Both use the same OAuth endpoint (https://api.anthropic.com/v1/oauth/token, falling back to https://console.anthropic.com/v1/oauth/token) with grant_type=refresh_token and client_id=9d1c250a-e61b-44d9-88ed-5944d1962f5e. The refresh request uses Content-Type: application/json with a JSON body (not application/x-www-form-urlencoded).


4. Error Handling

Error classification functions

Two exported helpers in claudeProxyRoutes.ts classify errors:

isInvalidRequestError(status, errBody) — Returns true for:

  • HTTP 422 (always)
  • Any response where error.type === "invalid_request_error" or body contains "invalid_request_error"

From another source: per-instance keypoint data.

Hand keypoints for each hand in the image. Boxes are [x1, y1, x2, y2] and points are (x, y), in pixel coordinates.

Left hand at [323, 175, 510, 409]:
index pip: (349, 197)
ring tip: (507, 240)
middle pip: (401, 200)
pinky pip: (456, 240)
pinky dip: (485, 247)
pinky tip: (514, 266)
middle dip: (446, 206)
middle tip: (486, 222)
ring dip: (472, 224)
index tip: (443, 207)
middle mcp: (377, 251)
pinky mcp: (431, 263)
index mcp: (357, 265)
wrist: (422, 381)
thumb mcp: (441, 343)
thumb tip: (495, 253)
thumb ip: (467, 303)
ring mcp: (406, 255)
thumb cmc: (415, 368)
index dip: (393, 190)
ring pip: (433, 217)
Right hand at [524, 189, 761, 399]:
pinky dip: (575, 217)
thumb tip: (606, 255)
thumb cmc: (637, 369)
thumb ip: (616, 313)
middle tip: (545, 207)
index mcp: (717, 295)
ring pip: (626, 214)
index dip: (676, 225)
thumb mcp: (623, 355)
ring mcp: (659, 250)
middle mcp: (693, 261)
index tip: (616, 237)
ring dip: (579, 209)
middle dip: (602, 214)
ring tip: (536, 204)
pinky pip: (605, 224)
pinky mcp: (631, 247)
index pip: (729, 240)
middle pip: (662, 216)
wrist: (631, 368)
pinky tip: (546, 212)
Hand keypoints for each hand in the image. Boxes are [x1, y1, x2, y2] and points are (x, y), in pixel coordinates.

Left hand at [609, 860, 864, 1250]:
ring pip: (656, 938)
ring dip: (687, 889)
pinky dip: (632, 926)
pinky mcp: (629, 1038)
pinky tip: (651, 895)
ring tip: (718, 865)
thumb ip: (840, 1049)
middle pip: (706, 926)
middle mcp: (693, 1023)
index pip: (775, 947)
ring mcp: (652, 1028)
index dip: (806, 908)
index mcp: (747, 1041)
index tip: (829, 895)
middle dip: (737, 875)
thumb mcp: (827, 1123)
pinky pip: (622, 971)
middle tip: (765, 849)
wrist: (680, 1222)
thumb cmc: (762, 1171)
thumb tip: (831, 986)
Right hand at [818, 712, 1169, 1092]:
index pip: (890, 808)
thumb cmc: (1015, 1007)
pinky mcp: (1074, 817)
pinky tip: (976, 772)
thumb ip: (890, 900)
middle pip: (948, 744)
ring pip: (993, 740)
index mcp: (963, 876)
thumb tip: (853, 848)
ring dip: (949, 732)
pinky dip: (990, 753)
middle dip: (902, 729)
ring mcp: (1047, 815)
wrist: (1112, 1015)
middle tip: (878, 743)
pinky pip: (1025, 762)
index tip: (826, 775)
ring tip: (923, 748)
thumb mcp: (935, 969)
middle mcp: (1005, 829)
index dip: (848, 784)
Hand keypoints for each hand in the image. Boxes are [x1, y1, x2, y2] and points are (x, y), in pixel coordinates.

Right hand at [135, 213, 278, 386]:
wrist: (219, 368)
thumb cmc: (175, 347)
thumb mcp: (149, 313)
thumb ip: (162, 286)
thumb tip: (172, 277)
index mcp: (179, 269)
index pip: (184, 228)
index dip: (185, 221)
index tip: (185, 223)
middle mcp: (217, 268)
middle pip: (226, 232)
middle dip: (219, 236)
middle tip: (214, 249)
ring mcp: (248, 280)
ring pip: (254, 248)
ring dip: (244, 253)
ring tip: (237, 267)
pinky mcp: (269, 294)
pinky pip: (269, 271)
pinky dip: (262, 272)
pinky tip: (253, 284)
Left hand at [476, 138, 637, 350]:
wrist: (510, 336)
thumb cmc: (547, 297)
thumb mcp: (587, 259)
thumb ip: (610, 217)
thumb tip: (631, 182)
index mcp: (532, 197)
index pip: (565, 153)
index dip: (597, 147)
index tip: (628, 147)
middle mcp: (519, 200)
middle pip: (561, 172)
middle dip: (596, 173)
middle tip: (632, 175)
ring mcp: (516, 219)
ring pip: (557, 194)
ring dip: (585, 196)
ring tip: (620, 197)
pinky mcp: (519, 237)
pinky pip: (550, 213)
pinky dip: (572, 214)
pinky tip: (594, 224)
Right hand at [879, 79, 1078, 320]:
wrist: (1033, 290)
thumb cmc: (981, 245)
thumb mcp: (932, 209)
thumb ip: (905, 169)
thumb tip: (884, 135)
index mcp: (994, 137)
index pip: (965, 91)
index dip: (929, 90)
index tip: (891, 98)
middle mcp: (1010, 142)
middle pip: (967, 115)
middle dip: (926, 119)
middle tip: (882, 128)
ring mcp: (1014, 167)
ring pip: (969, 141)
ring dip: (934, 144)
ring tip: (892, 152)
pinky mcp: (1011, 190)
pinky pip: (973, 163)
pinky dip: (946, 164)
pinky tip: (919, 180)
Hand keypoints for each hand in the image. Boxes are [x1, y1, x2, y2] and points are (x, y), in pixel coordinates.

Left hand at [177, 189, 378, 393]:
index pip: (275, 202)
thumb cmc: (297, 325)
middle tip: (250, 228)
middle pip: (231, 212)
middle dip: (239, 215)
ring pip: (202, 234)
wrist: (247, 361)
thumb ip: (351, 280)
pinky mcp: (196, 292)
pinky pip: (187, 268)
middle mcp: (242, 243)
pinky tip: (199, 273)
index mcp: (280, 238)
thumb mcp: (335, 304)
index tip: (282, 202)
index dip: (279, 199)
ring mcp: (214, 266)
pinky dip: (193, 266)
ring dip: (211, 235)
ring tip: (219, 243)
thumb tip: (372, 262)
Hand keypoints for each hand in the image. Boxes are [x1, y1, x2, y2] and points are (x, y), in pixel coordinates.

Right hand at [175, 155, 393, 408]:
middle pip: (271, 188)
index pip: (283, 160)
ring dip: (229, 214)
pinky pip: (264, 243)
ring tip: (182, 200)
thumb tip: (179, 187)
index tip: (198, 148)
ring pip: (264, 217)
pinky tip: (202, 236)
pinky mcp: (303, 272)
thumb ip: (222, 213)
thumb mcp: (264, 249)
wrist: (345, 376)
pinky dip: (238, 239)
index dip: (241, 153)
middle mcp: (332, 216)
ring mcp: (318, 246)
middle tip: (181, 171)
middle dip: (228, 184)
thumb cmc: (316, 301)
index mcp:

isTransientHttpFailure(status, errBody) — Returns true for:

  • Status codes: 408, 500, 502, 503, 504, 520-526, 529
  • Status 400 with error.type === "overloaded_error"
  • Status 400 with error.type === "api_error" AND message containing HTML/Cloudflare indicators (<!doctype html, error code 520, cloudflare, etc.)

isRetryableNetworkError(error) — Returns true for error codes: ECONNREFUSED, ECONNRESET, ETIMEDOUT, ENOTFOUND, EHOSTUNREACH, UND_ERR_CONNECT_TIMEOUT, UND_ERR_CONNECT, UND_ERR_SOCKET, UND_ERR_HEADERS_TIMEOUT, or message patterns like fetch failed, socket hang up.

Error handling flow (passthrough)

Response received from api.anthropic.com

├─ 429 → exponential backoff cooldown → continue to next account

├─ 401 + OAuth + has refreshToken →
│ ├─ Refresh token + retry (up to 5 attempts)
│ │ ├─ 200 → return success
│ │ ├─ 429 → rate limit cooldown → break retry loop
│ │ ├─ transient → break retry loop, rotate
│ │ ├─ 401/402/403 → continue retry loop (sleep 1s between)
│ │ └─ other → return error as-is
│ ├─ All retries failed → 5min cooldown → continue
│ └─ 15 consecutive failures → permanently disable account

├─ 401/402/403 + OAuth (no refresh token) → 5min cooldown → continue
├─ 401/402/403 + API key → 5min cooldown → continue

├─ isInvalidRequestError (400/422) → return immediately (no retry)

├─ 404 → return immediately (no cooldown, no failover)

├─ isTransientHttpFailure (5xx, 52x, wrapped 400) → rotate immediately (no cooldown)

└─ Other non-ok → return error as-is

Cloudflare 520 wrapped in 400/api_error

Anthropic sometimes wraps Cloudflare 520 errors inside a 400 status with error.type: "api_error" and the Cloudflare HTML page in error.message. The isTransientHttpFailure function detects this by checking for HTML doctype strings, "error code 520", and "cloudflare" in the message body. These are treated as transient and trigger account failover.

All-accounts-exhausted fallback chain

When every account is cooling or has failed:

  1. Explicit fallback chain — From modelRouter.getFallbackChain(). Each entry specifies a provider and model. The request is parsed via parseClaudeRequest() and sent through ctx.neurolink.stream() with maxSteps: 1. Tools, thinking configuration, and conversation history from the original request are passed through to the fallback provider.

  2. Auto-provider fallback — When no explicit chain is configured, the proxy tries ctx.neurolink.stream() without specifying a provider (uses NeuroLink's default provider). Same options: tools, thinking, and conversation history are included.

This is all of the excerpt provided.